* [Exercise brief]:
Lines that include "down" make up the answer; copy all of them from the data below.

* [Input records]:
Segment Open

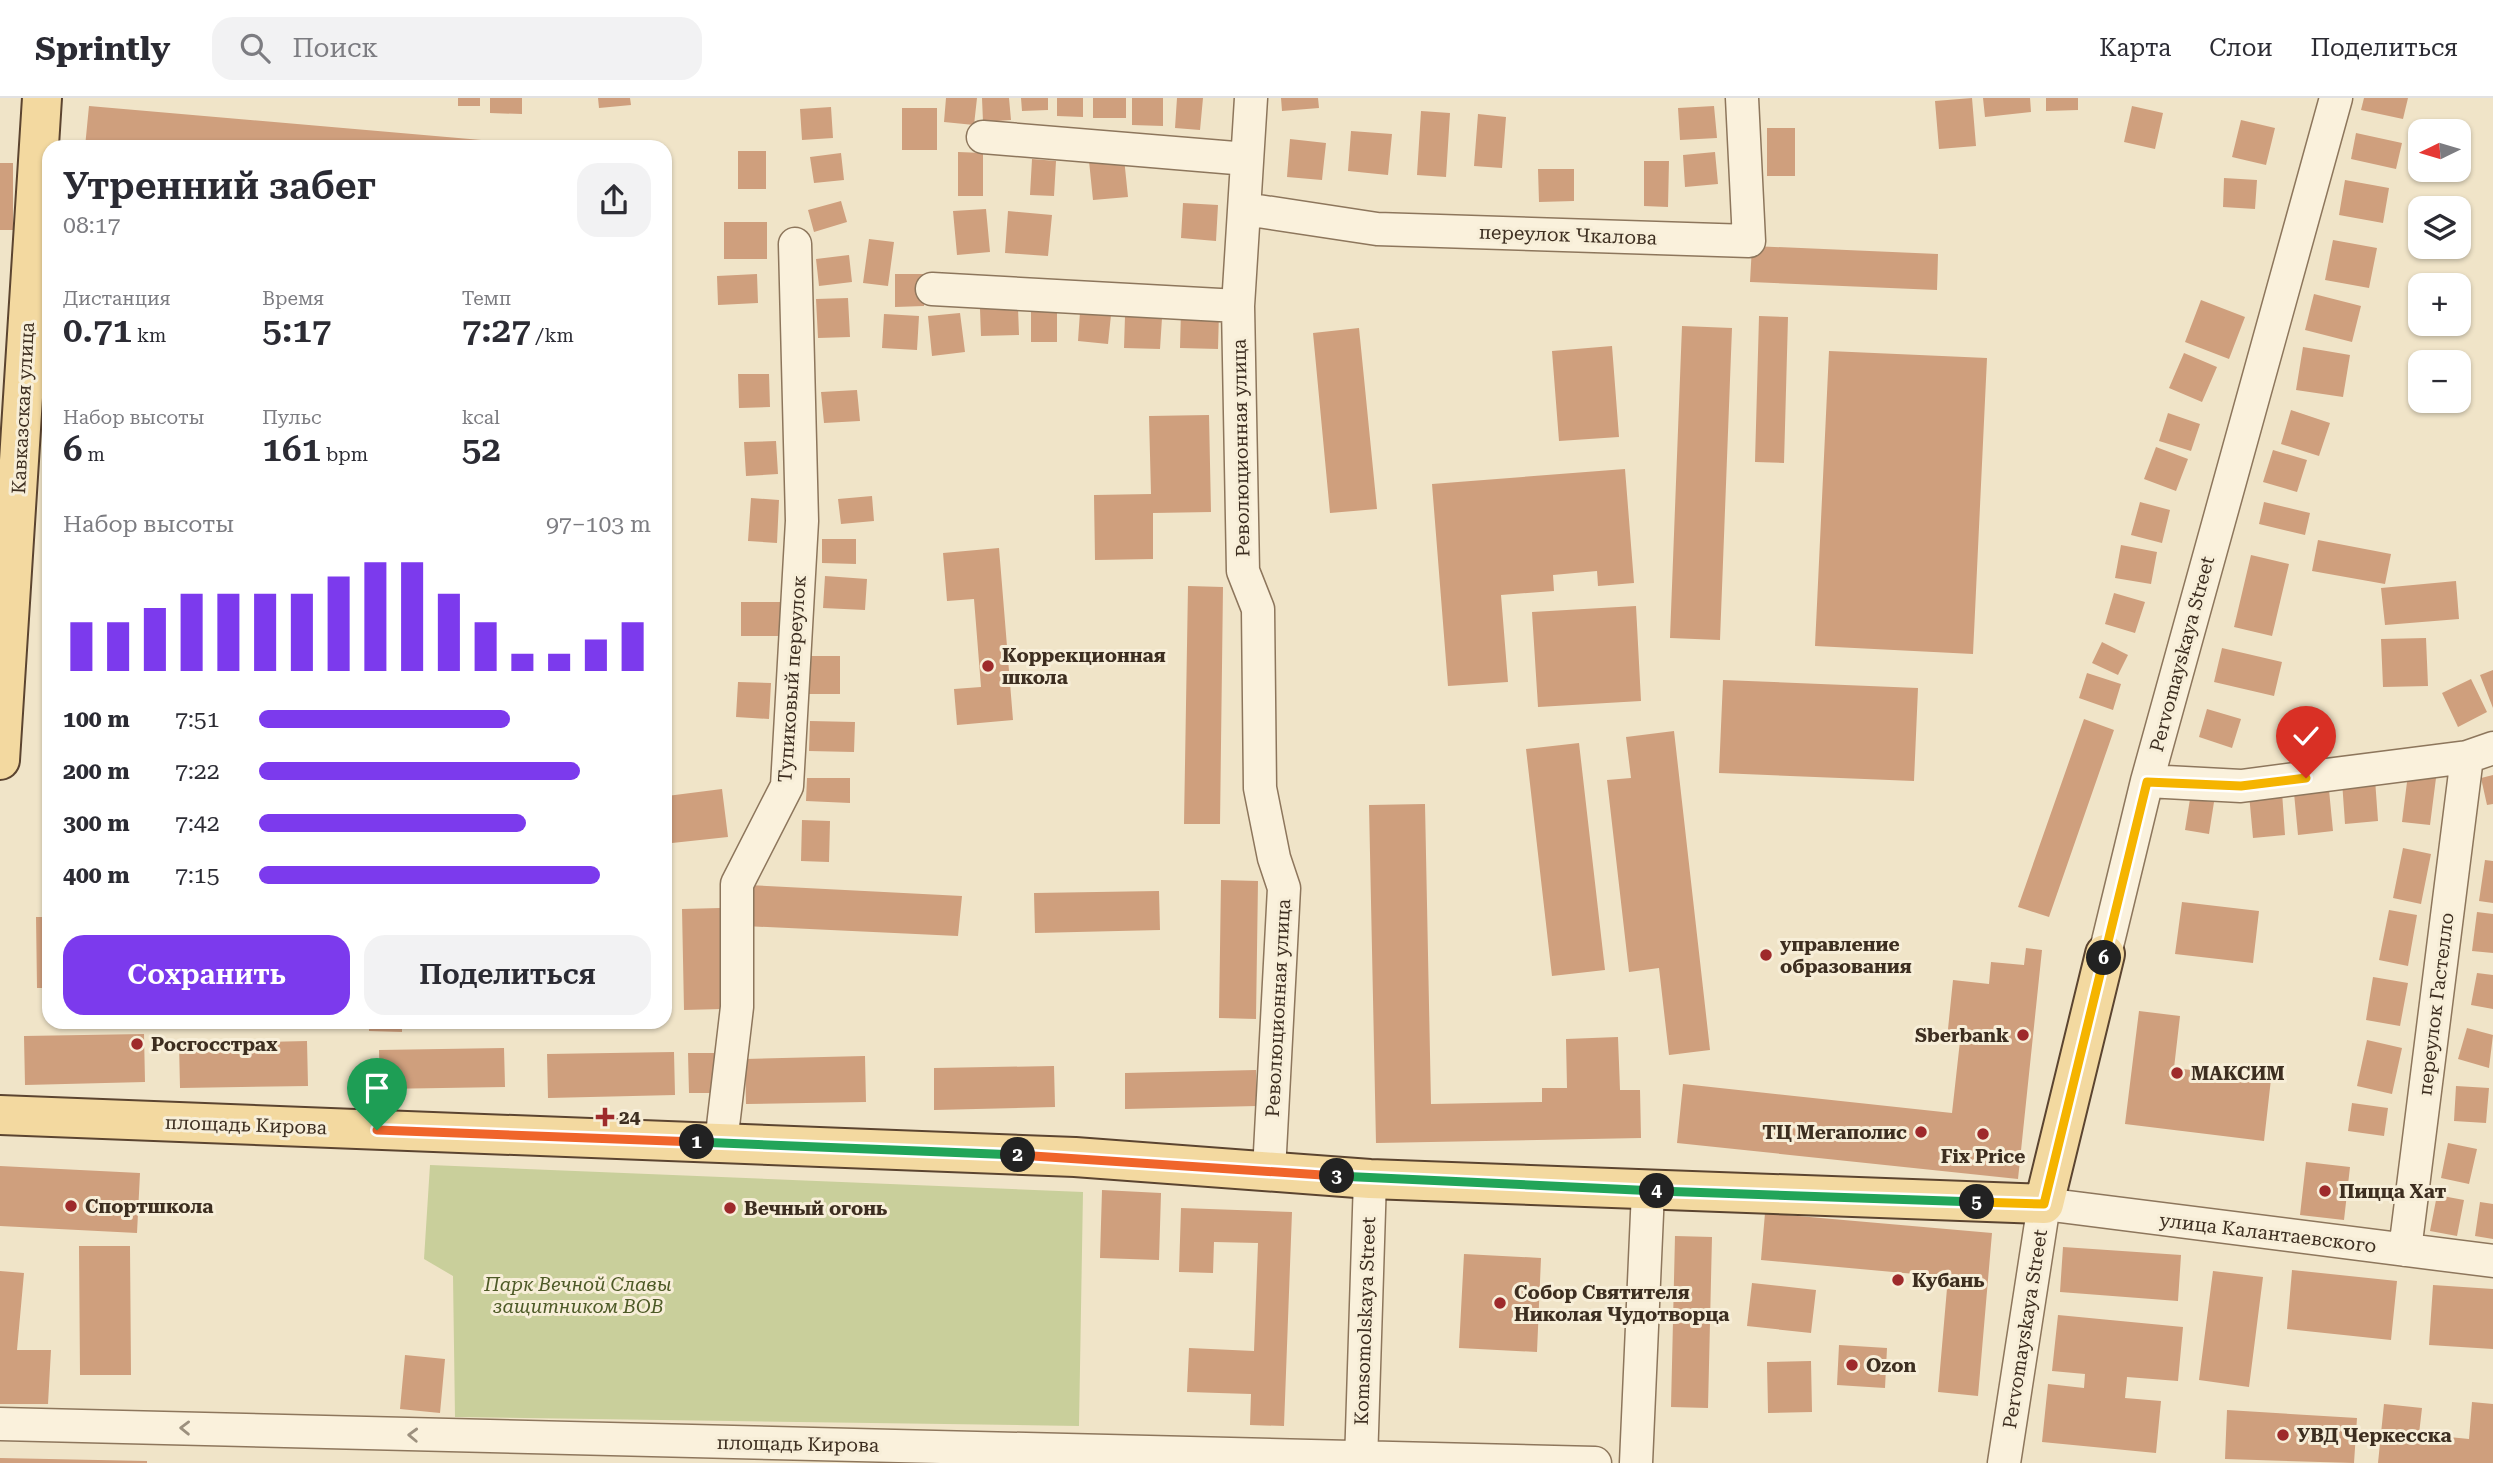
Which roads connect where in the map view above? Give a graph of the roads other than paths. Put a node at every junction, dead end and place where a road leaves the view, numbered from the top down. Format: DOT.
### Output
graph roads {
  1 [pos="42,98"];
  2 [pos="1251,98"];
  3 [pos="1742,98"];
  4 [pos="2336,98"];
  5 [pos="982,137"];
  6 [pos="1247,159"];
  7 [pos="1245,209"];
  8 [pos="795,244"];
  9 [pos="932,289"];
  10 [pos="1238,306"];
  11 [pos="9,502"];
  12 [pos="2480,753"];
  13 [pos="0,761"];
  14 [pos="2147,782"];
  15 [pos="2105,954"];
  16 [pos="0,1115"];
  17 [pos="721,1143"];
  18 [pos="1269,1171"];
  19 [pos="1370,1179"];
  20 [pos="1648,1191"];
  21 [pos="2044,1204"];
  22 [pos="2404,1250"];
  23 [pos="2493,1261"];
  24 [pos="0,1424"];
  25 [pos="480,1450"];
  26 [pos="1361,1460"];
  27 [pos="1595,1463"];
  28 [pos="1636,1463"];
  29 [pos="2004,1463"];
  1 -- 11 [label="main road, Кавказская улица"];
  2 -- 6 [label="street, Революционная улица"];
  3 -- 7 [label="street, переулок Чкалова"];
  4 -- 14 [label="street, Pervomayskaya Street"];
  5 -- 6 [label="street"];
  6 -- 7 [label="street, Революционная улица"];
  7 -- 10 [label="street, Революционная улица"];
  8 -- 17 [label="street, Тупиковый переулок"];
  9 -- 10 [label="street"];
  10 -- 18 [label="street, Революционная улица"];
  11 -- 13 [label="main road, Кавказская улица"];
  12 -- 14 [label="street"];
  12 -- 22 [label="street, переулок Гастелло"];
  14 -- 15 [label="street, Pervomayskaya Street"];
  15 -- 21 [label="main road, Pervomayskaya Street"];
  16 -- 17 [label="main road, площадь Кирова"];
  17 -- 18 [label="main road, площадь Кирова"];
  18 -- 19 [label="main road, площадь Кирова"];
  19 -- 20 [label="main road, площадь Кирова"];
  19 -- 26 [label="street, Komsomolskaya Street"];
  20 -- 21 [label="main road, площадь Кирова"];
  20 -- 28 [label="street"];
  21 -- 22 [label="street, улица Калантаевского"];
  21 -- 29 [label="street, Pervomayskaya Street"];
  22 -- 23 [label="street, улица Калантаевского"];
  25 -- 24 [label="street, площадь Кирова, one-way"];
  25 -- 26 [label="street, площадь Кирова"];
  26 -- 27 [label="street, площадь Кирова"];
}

Segment Closed
Segment Open

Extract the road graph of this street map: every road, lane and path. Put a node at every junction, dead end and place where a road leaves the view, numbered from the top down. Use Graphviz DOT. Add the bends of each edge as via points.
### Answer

Segment Closed
Segment Open

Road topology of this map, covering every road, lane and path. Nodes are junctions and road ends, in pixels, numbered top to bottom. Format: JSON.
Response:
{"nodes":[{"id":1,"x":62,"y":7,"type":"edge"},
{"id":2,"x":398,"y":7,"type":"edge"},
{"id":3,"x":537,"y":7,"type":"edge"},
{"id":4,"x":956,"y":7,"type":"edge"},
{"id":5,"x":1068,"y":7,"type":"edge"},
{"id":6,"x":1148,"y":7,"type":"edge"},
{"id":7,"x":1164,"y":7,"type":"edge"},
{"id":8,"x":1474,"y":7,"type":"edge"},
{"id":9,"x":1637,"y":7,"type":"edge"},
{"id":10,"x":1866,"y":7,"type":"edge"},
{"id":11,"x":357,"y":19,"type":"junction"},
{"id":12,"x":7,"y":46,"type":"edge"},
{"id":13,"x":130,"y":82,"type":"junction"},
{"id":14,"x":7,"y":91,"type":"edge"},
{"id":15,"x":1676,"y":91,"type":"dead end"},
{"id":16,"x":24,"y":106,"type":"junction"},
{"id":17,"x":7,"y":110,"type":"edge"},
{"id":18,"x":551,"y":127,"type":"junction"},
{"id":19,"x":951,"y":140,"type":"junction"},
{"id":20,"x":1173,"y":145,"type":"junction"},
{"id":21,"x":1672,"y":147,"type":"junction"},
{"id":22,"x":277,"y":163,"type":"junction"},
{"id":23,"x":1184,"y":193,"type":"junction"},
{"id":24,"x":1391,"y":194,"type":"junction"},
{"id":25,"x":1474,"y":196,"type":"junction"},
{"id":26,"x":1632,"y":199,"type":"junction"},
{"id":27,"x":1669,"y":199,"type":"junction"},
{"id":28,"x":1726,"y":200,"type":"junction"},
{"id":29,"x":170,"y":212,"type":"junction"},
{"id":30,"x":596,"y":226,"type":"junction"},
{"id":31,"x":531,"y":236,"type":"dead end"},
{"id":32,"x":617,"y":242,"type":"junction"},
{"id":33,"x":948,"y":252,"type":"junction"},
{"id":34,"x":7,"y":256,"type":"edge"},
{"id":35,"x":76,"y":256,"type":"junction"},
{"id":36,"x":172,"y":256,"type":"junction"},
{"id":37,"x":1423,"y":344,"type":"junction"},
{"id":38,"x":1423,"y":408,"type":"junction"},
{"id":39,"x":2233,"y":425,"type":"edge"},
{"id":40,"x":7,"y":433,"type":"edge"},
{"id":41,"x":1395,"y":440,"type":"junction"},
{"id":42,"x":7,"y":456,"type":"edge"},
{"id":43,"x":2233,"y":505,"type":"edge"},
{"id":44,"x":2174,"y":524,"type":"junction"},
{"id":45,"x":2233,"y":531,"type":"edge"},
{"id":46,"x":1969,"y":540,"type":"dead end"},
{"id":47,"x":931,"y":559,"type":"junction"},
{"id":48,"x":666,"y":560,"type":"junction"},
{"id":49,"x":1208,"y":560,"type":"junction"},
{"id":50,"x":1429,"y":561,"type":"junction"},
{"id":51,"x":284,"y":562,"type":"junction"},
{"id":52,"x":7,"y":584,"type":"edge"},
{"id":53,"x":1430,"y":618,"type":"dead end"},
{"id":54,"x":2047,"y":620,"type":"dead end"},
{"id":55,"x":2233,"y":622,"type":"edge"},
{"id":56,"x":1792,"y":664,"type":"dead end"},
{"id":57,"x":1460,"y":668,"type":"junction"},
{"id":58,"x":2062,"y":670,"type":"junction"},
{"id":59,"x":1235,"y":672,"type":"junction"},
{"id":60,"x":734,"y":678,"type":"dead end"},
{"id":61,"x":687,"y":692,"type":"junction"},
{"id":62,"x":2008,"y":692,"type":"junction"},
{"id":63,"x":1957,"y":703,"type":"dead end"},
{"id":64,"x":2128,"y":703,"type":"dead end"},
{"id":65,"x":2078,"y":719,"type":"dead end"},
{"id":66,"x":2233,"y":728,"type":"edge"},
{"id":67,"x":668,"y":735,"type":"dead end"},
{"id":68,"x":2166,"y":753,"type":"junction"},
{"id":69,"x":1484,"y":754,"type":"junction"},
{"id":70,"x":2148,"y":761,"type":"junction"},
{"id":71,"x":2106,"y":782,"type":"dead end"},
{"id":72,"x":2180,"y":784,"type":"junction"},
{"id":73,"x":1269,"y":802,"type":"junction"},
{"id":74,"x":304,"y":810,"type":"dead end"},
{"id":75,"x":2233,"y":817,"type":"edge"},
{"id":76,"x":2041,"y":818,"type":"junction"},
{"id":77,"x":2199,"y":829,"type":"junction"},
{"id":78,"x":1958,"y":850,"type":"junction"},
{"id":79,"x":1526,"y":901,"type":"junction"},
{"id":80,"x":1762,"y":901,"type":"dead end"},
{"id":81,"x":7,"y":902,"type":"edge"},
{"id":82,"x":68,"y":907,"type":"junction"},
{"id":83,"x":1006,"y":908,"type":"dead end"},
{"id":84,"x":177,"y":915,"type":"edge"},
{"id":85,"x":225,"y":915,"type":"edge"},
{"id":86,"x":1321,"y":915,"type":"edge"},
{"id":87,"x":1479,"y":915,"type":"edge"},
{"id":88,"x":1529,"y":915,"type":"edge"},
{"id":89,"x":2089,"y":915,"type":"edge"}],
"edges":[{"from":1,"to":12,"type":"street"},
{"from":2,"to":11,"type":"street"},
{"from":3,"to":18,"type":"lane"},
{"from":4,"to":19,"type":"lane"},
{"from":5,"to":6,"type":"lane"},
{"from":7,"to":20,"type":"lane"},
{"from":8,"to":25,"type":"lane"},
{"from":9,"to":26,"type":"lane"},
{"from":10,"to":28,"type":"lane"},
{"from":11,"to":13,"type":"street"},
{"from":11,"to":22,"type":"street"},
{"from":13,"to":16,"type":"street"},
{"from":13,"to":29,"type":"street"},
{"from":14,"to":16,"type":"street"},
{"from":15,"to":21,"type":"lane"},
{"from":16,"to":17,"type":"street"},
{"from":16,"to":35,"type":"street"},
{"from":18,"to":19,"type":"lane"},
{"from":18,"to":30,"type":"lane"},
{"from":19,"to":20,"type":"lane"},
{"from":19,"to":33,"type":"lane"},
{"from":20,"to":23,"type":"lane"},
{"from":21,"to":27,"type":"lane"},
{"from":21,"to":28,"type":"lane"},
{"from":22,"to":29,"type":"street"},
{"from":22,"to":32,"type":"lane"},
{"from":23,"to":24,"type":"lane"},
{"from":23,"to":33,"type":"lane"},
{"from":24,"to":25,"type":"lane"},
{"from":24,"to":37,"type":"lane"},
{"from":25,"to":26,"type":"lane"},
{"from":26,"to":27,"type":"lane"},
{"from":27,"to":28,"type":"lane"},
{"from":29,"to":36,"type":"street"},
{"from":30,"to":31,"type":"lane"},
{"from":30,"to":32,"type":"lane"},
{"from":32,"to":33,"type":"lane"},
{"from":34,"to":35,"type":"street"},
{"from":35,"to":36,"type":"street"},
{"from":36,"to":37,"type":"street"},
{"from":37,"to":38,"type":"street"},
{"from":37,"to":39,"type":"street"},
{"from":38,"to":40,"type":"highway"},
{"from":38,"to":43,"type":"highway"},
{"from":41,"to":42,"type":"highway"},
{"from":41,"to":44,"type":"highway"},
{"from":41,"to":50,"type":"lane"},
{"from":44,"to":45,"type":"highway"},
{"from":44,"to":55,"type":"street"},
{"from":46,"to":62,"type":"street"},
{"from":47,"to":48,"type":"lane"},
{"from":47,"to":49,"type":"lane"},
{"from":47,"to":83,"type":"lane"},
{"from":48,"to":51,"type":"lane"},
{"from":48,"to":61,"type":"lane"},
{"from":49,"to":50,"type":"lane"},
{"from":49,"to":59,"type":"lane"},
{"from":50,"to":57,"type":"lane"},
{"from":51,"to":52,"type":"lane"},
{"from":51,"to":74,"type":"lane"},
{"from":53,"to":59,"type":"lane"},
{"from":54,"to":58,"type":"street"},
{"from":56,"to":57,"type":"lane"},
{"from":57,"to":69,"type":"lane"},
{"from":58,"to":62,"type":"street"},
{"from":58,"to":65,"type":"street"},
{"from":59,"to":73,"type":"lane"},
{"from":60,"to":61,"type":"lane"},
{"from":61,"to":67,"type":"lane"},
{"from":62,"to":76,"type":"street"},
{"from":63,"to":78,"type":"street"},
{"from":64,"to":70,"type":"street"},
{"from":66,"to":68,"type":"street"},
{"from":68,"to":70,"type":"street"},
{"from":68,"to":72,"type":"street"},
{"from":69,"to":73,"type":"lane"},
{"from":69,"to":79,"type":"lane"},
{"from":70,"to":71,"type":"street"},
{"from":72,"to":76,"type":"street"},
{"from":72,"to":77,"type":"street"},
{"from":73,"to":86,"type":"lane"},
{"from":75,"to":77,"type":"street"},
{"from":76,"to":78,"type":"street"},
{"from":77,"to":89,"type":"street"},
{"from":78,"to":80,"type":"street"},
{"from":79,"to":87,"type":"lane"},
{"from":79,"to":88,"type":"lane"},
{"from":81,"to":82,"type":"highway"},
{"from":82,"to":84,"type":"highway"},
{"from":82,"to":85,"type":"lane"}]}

Segment Closed

* [Solution to the exercise]:
Which roads connect where in the map view above? Give a graph of the roads other than paths. Put a node at every junction, dead end and place where a road leaves the view, numbered from the top down. Format: DOT.
Extract the road graph of this street map: every road, lane and path. Put a node at every junction, dead end and place where a road leaves the view, numbered from the top down. Use Graphviz DOT. Add the bends of each edge as via points.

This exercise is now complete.